John LauHowSui Wong <$BlogRSDURL$>

Friday, January 14, 2005

Anybody interested in start a monthly/bi-monthly restaurant outing? After using the Zagat in NYC, and being very pleased with the results, I came back to Michigan and wanted to find our version of it. It was the Detroit Freepress filled with reviews. Needless to say I was very disappointed when the Chinese section was filled with chopsuey places. And one of the places that got 4 stars (highest rating) was Bill Knapps at multiple locations. After some talk withLarry Lin he told me to go check out Metro Times. So I went to the website. And I am pleased with the ratings so far. To make a short cut for you Michiganders...here the link to 5 star rated restaurants in Michigan from Metro Times. So how bout it guys? Wanna hit up a 5 star restaurant every month/other month?

Wednesday, January 12, 2005

First off I want to thank God for giving me my wonderful friends JC, Bobbi, Rosanna, and Larry. You guys waited patiently while I was in my month and a half of funk. Then opened your arms and time to catch up once I was out of my cave. Love you guys.
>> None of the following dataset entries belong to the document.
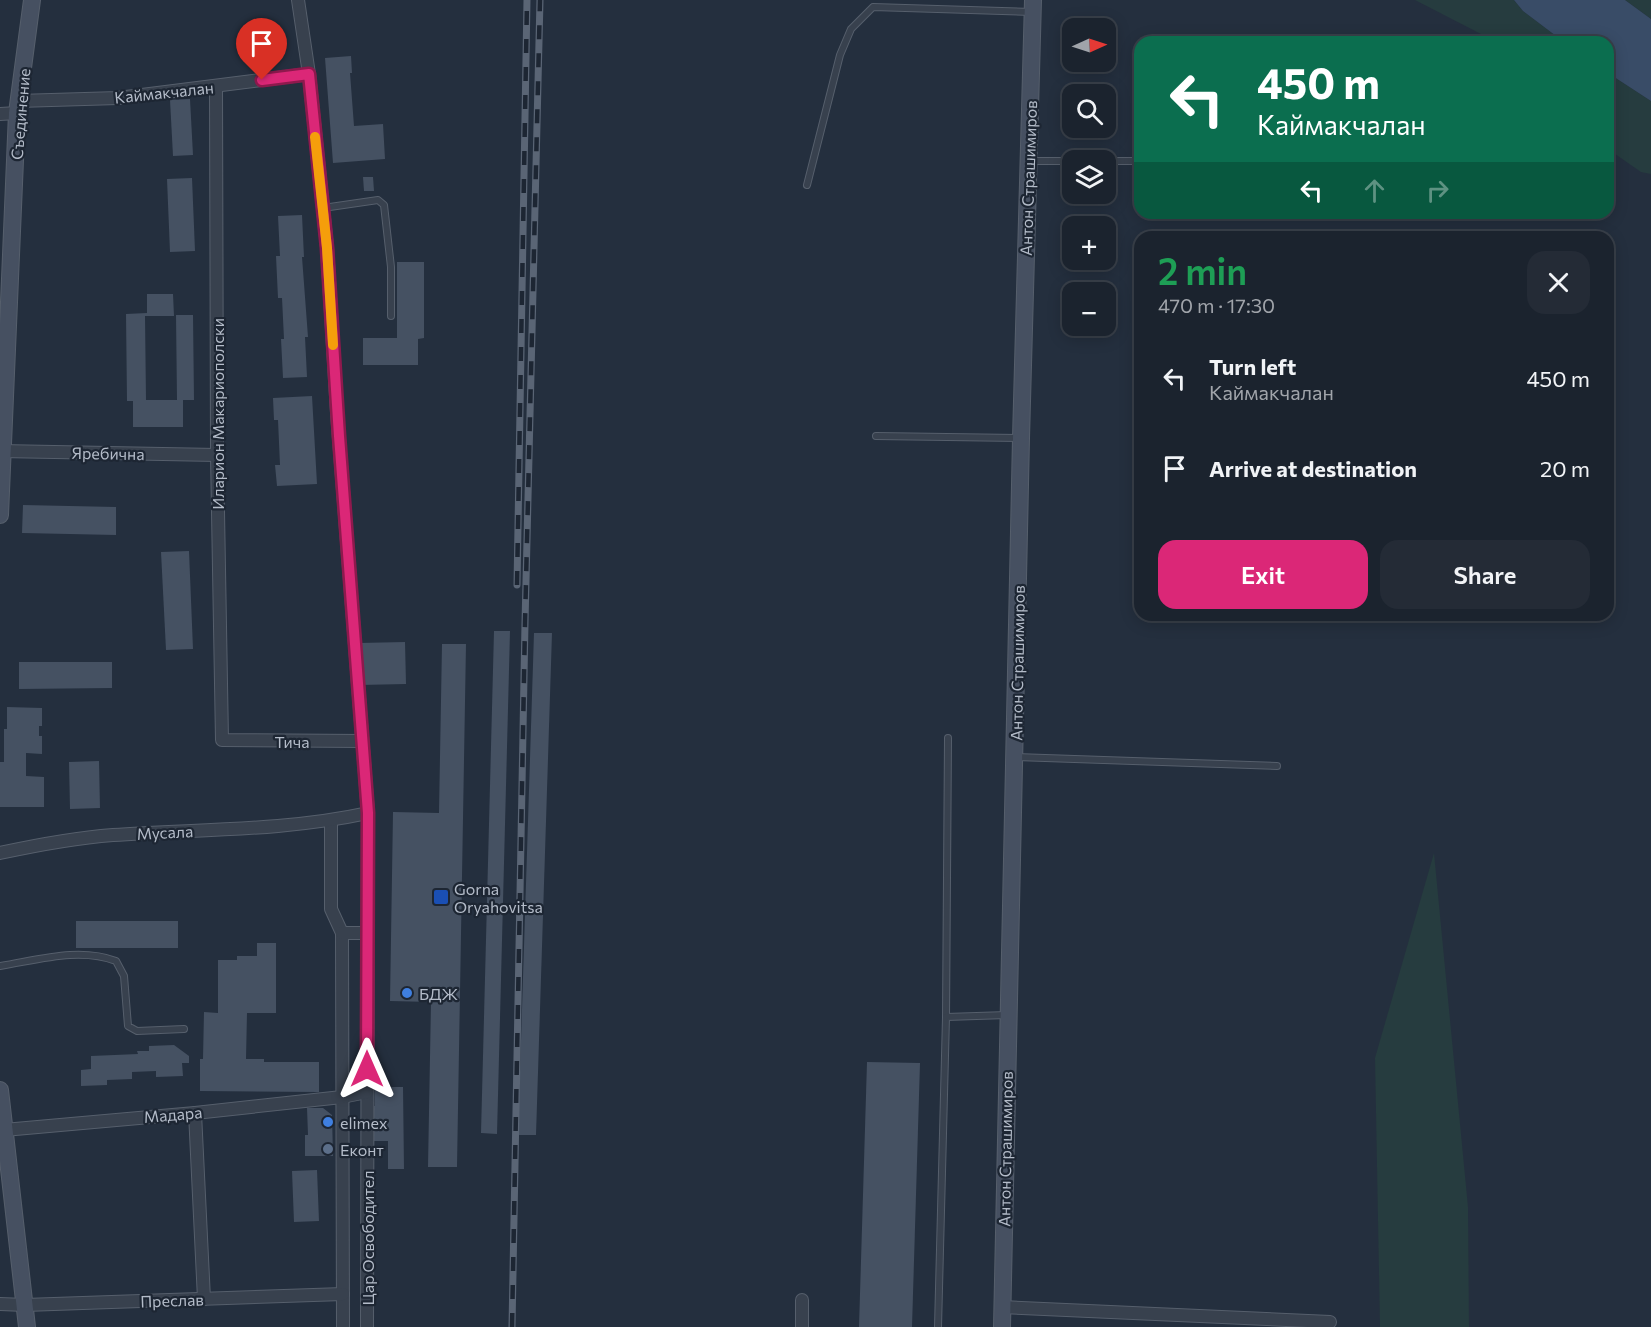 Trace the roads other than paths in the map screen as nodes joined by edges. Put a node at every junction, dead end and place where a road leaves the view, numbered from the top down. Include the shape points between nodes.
1 (32, 0) edge
2 (298, 0) edge
3 (1033, 6) edge
4 (309, 74) junction
5 (216, 87) junction
6 (18, 107) junction
7 (0, 114) edge
8 (1028, 161) junction
9 (1062, 161) edge
10 (1116, 161) edge
11 (1134, 161) edge
12 (807, 184) dead end
13 (323, 208) junction
14 (390, 316) dead end
15 (876, 436) dead end
16 (1021, 438) junction
17 (2, 452) edge
18 (217, 455) junction
19 (0, 515) edge
20 (948, 738) dead end
21 (222, 741) joint
22 (362, 741) junction
23 (1015, 757) junction
24 (1277, 766) dead end
25 (368, 813) junction
26 (331, 821) junction
27 (0, 853) edge
28 (342, 933) junction
29 (369, 933) junction
30 (0, 966) edge
31 (1008, 1015) junction
32 (946, 1017) junction
33 (184, 1029) dead end
34 (0, 1090) edge
35 (367, 1092) junction
36 (342, 1097) junction
37 (195, 1113) junction
38 (4, 1130) junction
39 (343, 1294) junction
40 (204, 1299) junction
41 (802, 1300) dead end
42 (0, 1305) edge
43 (25, 1305) junction
44 (1002, 1307) junction
45 (1330, 1322) dead end
46 (27, 1327) edge
47 (343, 1327) edge
48 (368, 1327) edge
49 (802, 1327) edge
50 (938, 1327) edge
51 (1002, 1327) edge

1 - 6 street, Съединение
2 - 4 street, Цар Освободител
3 - 8 street, Антон Страшимиров
3 - 12 lane via 873,7 851,29 840,55
4 - 5 street, Каймакчалан
4 - 13 street, Цар Освободител
5 - 6 street, Каймакчалан
5 - 18 street, Иларион Макариополски
6 - 7 street, Каймакчалан
6 - 17 street, Съединение
8 - 9 lane
8 - 16 street, Антон Страшимиров
10 - 11 lane
13 - 14 lane via 378,200 384,205 391,267
13 - 22 street, Цар Освободител
15 - 16 lane
16 - 23 street, Антон Страшимиров
17 - 18 street, Яребична
17 - 19 street, Съединение
18 - 21 street, Иларион Макариополски
20 - 32 lane
21 - 22 street, Тича
22 - 25 street, Цар Освободител
23 - 24 lane
23 - 31 street, Антон Страшимиров
25 - 26 street, Мусала
25 - 29 street, Цар Освободител
26 - 27 street, Мусала via 112,835
26 - 28 street via 331,909
28 - 29 street
28 - 36 street, Цар Освободител
29 - 35 street, Цар Освободител
30 - 33 lane via 55,957 102,956 116,961 123,976 128,1026 137,1031
31 - 32 lane
31 - 44 street, Антон Страшимиров
32 - 50 lane
34 - 38 street
35 - 36 street, Мадара
35 - 48 street, Цар Освободител
36 - 37 street, Мадара
36 - 39 street, Цар Освободител
37 - 38 street, Мадара
37 - 40 street
38 - 43 street
39 - 40 street, Преслав
39 - 47 street, Цар Освободител
40 - 43 street, Преслав
41 - 49 street
42 - 43 street, Преслав
43 - 46 street
44 - 45 street
44 - 51 street, Антон Страшимиров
And in reply to Larry's posting of the Shangrila incident... Ladies. Larry Sexy Radio voice Lin is also one of the original founding members of H.A.M. (Handsome Asian Men). Of all the H.A.M.s, Larry was always one of the most highly desired members. In fact all the other members were pretty desirable too. If it came down to types I would be the Spam of our group. Larry: prosciutto. EXQUISITE! The other members never ranked below canadian bacon. Mmmmmmm Canadian bacon. (In the most non-prison way possible of course.)

Well, New Years in NYC was pretty exciting! And I've learned a couple of very interesting things.
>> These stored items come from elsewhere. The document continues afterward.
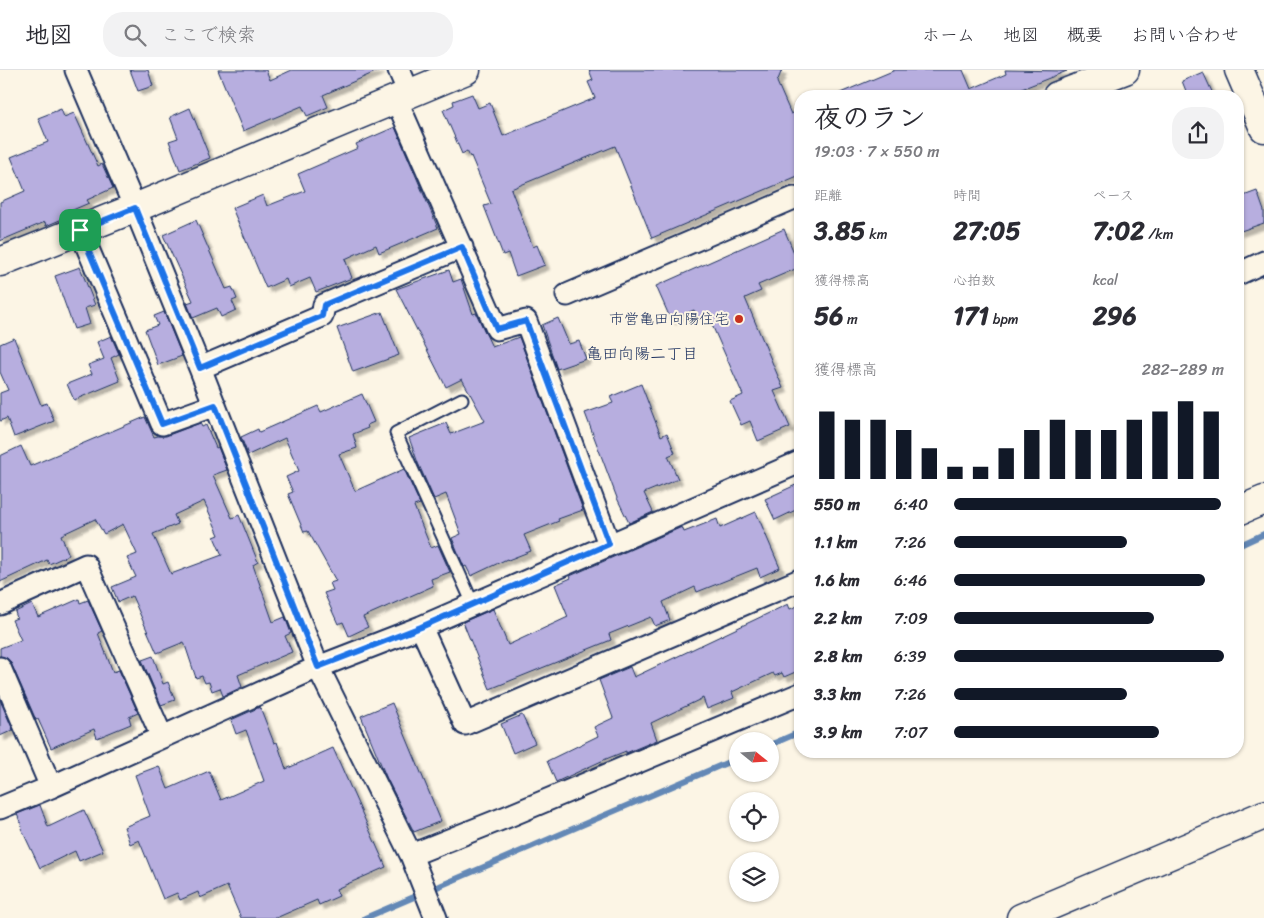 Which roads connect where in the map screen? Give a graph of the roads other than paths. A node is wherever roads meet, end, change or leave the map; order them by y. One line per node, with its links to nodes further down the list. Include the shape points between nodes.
1 (76, 70): 9 (street)
2 (466, 70): 5 (street)
3 (1125, 70): 6 (street)
4 (1239, 70): 7 (street)
5 (401, 88): 9 (street); 11 (street)
6 (1073, 90)
7 (1264, 128)
8 (794, 204): 15 (street)
9 (135, 208): 10 (street); 16 (street)
10 (80, 230): 12 (street); 18 (street, via 162,424)
11 (462, 247): 16 (street, via 324,305 322,316); 22 (street, via 497,329 526,321)
12 (0, 262)
13 (1264, 262): 14 (street)
14 (1244, 271)
15 (567, 295)
16 (200, 368): 18 (street)
17 (462, 399): 25 (lane, via 396,433)
18 (215, 405): 27 (street)
19 (794, 465): 22 (street)
20 (1264, 500): 21 (street)
21 (1244, 508)
22 (609, 544): 25 (street)
23 (794, 583): 26 (street, via 464,724)
24 (0, 604): 30 (street, via 86,565)
25 (473, 604): 26 (street)
26 (421, 627): 27 (street)
27 (318, 667): 30 (street); 34 (street)
28 (0, 668): 31 (street)
29 (794, 697): 34 (street)
30 (162, 737): 31 (street)
31 (51, 787): 32 (street)
32 (0, 808)
33 (1264, 815): 36 (street)
34 (411, 855): 35 (street)
35 (436, 918)
36 (1021, 918)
1.) Do not rent a hotel room in Flushing. It will be a old house owned by a chinese lady who will lock you out for the night just cause she wants 40 extra dollars.

2.) This "hotel" doesn't have luxuries like towels. So if you forget to bring one, or didn't know you HAD to bring one, you will have to use your hands to sqeegee yourself dry for the next four days till you can either a.) borrow one from your friends. or b.) zoinks a dirty sandpaper like one that was left there by someone else from another room.

3.) Do not trust a neatly folded towel you find in a random room. You will soon find out it belonged to someone else and may have been used to soak up bathroom floor water. (Shudder shudder)

4.) Bathrooms in this "hotel" comes with a bonus scented bathrooms. URINE.

5.) Cleaning bathrooms is not required by the "hotel management". Slippers are recomended at all times.

6.) No amount of cologne will get rid of the urine smell. Someone else later on tried a whole can of air freshener. Which also failed.

7.) French food is really good if you don't order the frois grois for an appetizer and the 4 French cheeses for dessert. (3 of which were moldy beyond my ability to eat.)

8.) I'm chinese. I naturally dislike cheese.

9.) I'm lactose intolerant. I SHOULD naturally stay away from dairy.

10.) Two mozarella sticks in 5 minutes in a bar can make a whole night uncomfortable.

11.) Do not wear metal button fly pants when going to the airport.



12.) DO NOT make any inappropriate jokes of being the Man of Steel when your crotch is beeping. Mr. I'm not secure with my sexuality doesn't appreciate it.

13.) DO NOT further exasperate the situation with a big opened mouth grin when the man is frisking you.

14.) DO as John Jr. Luv Quon Wong says...Not as he does.

15.) Lastly DO NOT make bets with Arthur about chinese movies. He knows all. It was only fitting that Jon and I were in QUEENS! Honestly, we were crying in our hearts.